Operator: Thank you. [Operator Instructions] And your next question will be from Jamie Kubik at CIBC. Please go ahead.
James Kubik: Yes, good morning and thanks for taking my question. A bit of a two-pronged question here. So I guess we’ve seen overall Bakken natural gas volumes continue to climb in recent months. Although depending on the data that you look at it, gas to oil ratios seem to be pretty stable over the last couple of years. Just wondering if you can maybe comment a bit on what you’re seeing in your portfolio on that side. And then maybe also discuss what’s driven some of the outperformance in NGL production in recent quarters?
Ian Dundas: And you’re looking specifically to our portfolio, you’re not talking sort of statewide stuff?
James Kubik: Statewide stuff looks like it’s — yes, I mean, with respect to the question on your portfolio specifically, what you’ve seen sort of gas to oil ratios and NGL production, just what’s driven the strength in recent quarters, Ian?
Ian Dundas: Sure. Yes. I guess, Wade, do you want to take both those? But they sort of work in concert.
Wade Hutchings: Yes, happy to. So I would say, in our portfolio, the GOR of our production, the biggest thing that drives that on a quarter-by-quarter basis is the nature of the new pads we’re bringing online. So even within Fort Berthold, there’s GOR differences. Some of the big pads we brought online actually in 2022 had a higher GOR ratio. Some of the pads we brought online at Little Knife have a little bit higher GOR. So that’s one of the underlying drivers for that trend for us. But I would say the other key one is we’re simply capturing more gas. As you have followed our emissions reduction efforts, and frankly, just our efforts to capture and produce and sell more gas, we’re essentially increasing that sales GOR ratio.

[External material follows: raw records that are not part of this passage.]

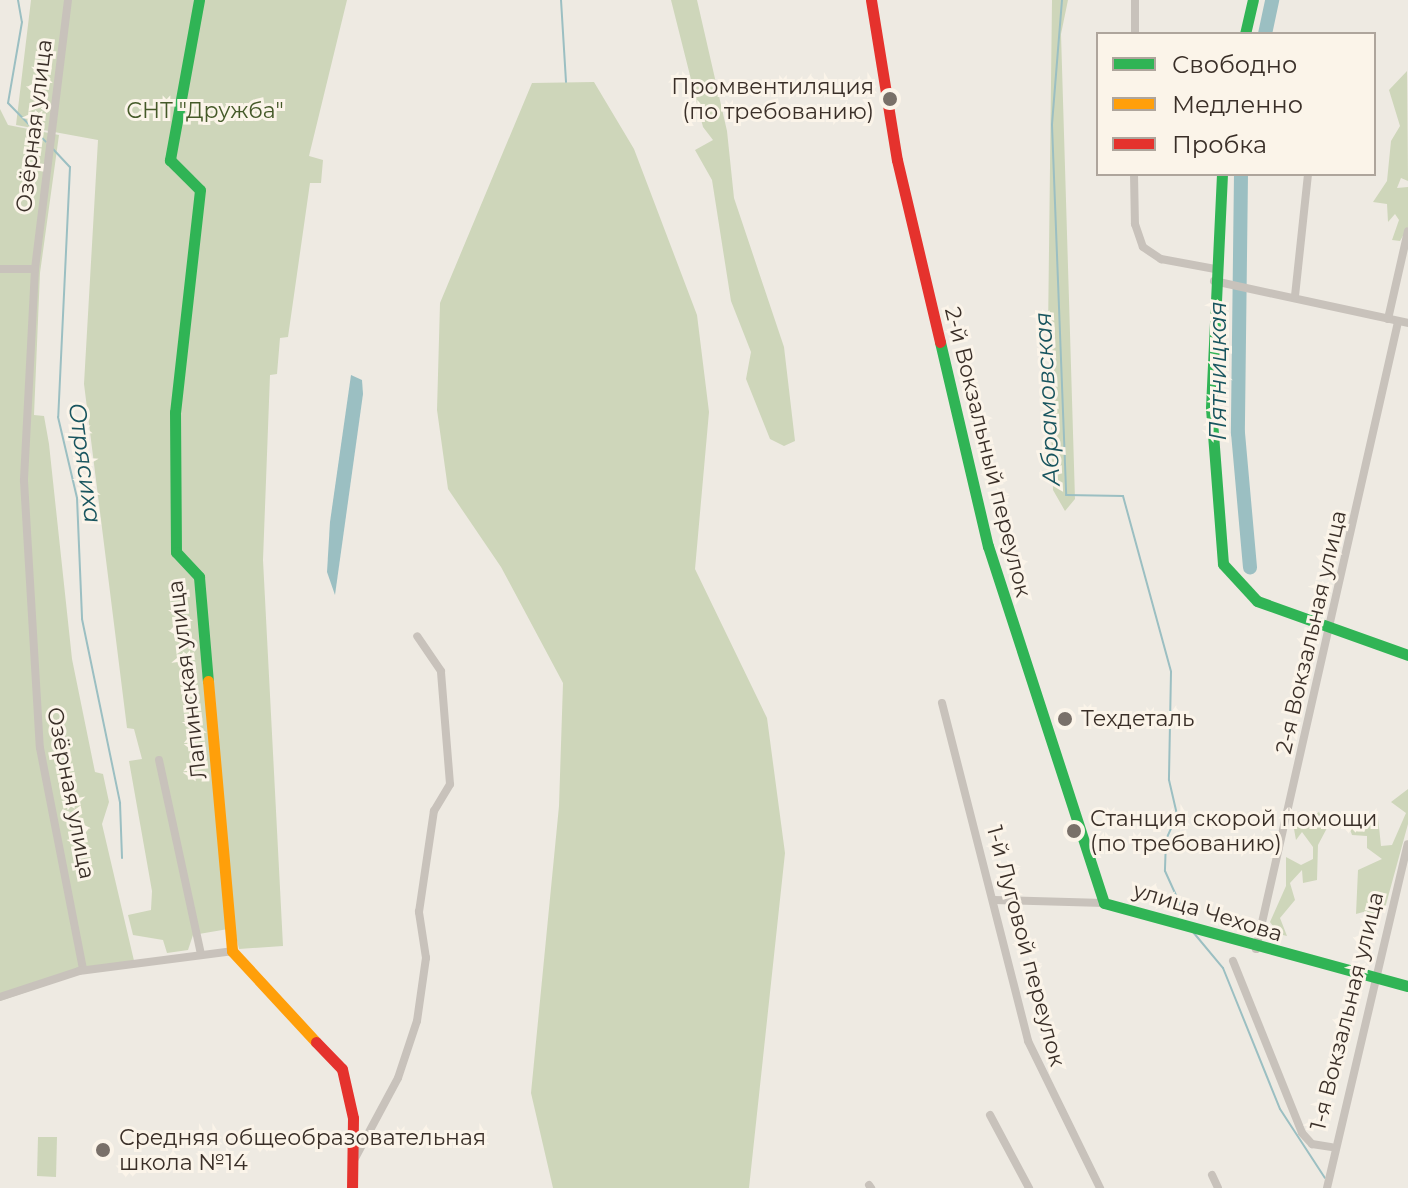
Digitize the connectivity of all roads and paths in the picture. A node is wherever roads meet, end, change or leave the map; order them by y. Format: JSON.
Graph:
{"nodes":[{"id":1,"x":68,"y":0,"type":"edge"},
{"id":2,"x":199,"y":0,"type":"edge"},
{"id":3,"x":871,"y":0,"type":"edge"},
{"id":4,"x":1135,"y":0,"type":"edge"},
{"id":5,"x":1253,"y":0,"type":"edge"},
{"id":6,"x":1135,"y":32,"type":"edge"},
{"id":7,"x":1245,"y":32,"type":"edge"},
{"id":8,"x":1134,"y":176,"type":"edge"},
{"id":9,"x":1222,"y":176,"type":"edge"},
{"id":10,"x":1308,"y":176,"type":"edge"},
{"id":11,"x":1408,"y":231,"type":"edge"},
{"id":12,"x":0,"y":269,"type":"edge"},
{"id":13,"x":35,"y":269,"type":"junction"},
{"id":14,"x":1215,"y":275,"type":"junction"},
{"id":15,"x":1295,"y":296,"type":"junction"},
{"id":16,"x":1388,"y":319,"type":"junction"},
{"id":17,"x":1403,"y":322,"type":"edge"},
{"id":18,"x":1333,"y":629,"type":"junction"},
{"id":19,"x":417,"y":636,"type":"dead end"},
{"id":20,"x":1408,"y":655,"type":"edge"},
{"id":21,"x":942,"y":703,"type":"dead end"},
{"id":22,"x":159,"y":760,"type":"dead end"},
{"id":23,"x":1408,"y":844,"type":"edge"},
{"id":24,"x":995,"y":900,"type":"junction"},
{"id":25,"x":1104,"y":903,"type":"junction"},
{"id":26,"x":1256,"y":949,"type":"junction"},
{"id":27,"x":232,"y":951,"type":"junction"},
{"id":28,"x":201,"y":954,"type":"junction"},
{"id":29,"x":1233,"y":961,"type":"dead end"},
{"id":30,"x":83,"y":970,"type":"junction"},
{"id":31,"x":1372,"y":978,"type":"junction"},
{"id":32,"x":1408,"y":986,"type":"edge"},
{"id":33,"x":0,"y":997,"type":"edge"},
{"id":34,"x":990,"y":1115,"type":"dead end"},
{"id":35,"x":1332,"y":1147,"type":"junction"},
{"id":36,"x":1212,"y":1175,"type":"dead end"},
{"id":37,"x":350,"y":1184,"type":"edge"},
{"id":38,"x":1029,"y":1188,"type":"edge"},
{"id":39,"x":1100,"y":1188,"type":"edge"},
{"id":40,"x":1218,"y":1188,"type":"edge"},
{"id":41,"x":1327,"y":1188,"type":"edge"}],
"edges":[{"from":1,"to":13,"type":"street","name":"Озёрная улица"},
{"from":2,"to":27,"type":"street","name":"Лапинская улица"},
{"from":3,"to":25,"type":"street","name":"2-й Вокзальный переулок"},
{"from":4,"to":6,"type":"street"},
{"from":5,"to":7,"type":"street"},
{"from":8,"to":14,"type":"street"},
{"from":9,"to":14,"type":"street"},
{"from":10,"to":15,"type":"street"},
{"from":11,"to":16,"type":"street"},
{"from":12,"to":13,"type":"street"},
{"from":13,"to":30,"type":"street","name":"Озёрная улица"},
{"from":14,"to":15,"type":"street"},
{"from":14,"to":18,"type":"street"},
{"from":15,"to":16,"type":"street"},
{"from":16,"to":17,"type":"street"},
{"from":17,"to":18,"type":"street","name":"2-я Вокзальная улица"},
{"from":18,"to":20,"type":"street"},
{"from":18,"to":26,"type":"street","name":"2-я Вокзальная улица"},
{"from":19,"to":37,"type":"street"},
{"from":21,"to":24,"type":"street","name":"1-й Луговой переулок"},
{"from":22,"to":28,"type":"street","name":"Лапинская улица"},
{"from":23,"to":31,"type":"street","name":"1-я Вокзальная улица"},
{"from":24,"to":25,"type":"street","name":"улица Чехова"},
{"from":24,"to":39,"type":"street","name":"1-й Луговой переулок"},
{"from":25,"to":26,"type":"street","name":"улица Чехова"},
{"from":26,"to":31,"type":"street","name":"улица Чехова"},
{"from":27,"to":28,"type":"street"},
{"from":27,"to":37,"type":"street"},
{"from":28,"to":30,"type":"street"},
{"from":29,"to":35,"type":"street"},
{"from":30,"to":33,"type":"street"},
{"from":31,"to":32,"type":"street","name":"улица Чехова"},
{"from":31,"to":35,"type":"street","name":"1-я Вокзальная улица"},
{"from":34,"to":38,"type":"street"},
{"from":35,"to":41,"type":"street","name":"1-я Вокзальная улица"},
{"from":36,"to":40,"type":"street"}]}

And then that ties into the second question around NGL production. Obviously, we’re — as we capture more gas, we are selling more NGLs as well. And then I’ll come back to my first point to close out the NGL answer. It also varies by the geographic area of where new pads come online. Those two fairly significant new pads in Little Knife not only did have a little bit higher GOR than average and enhance higher NGLs, the gas processing plants that we flow those through have a higher NGL yield or realization as well. And so that’s why you saw that tick up a bit in Q2 and Q3. I think we’ve tried to be clear. We actually see that come back a little bit closer to our historic average on oil cut for Q4.
James Kubik: That’s great color. That’s all from me. Thanks.
Operator: Thank you. And at this time, we have no other questions registered. Please proceed.
Ian Dundas: All right. Well, we’ll leave it there. I appreciate everyone’s attention. It’s a very busy reporting day. And have a nice, safe weekend. Thank you.
Operator: Thank you, sir. Ladies and gentlemen, this does indeed conclude your conference call for today. Once again, thank you for attending. And at this time, we do ask that you please disconnect your lines.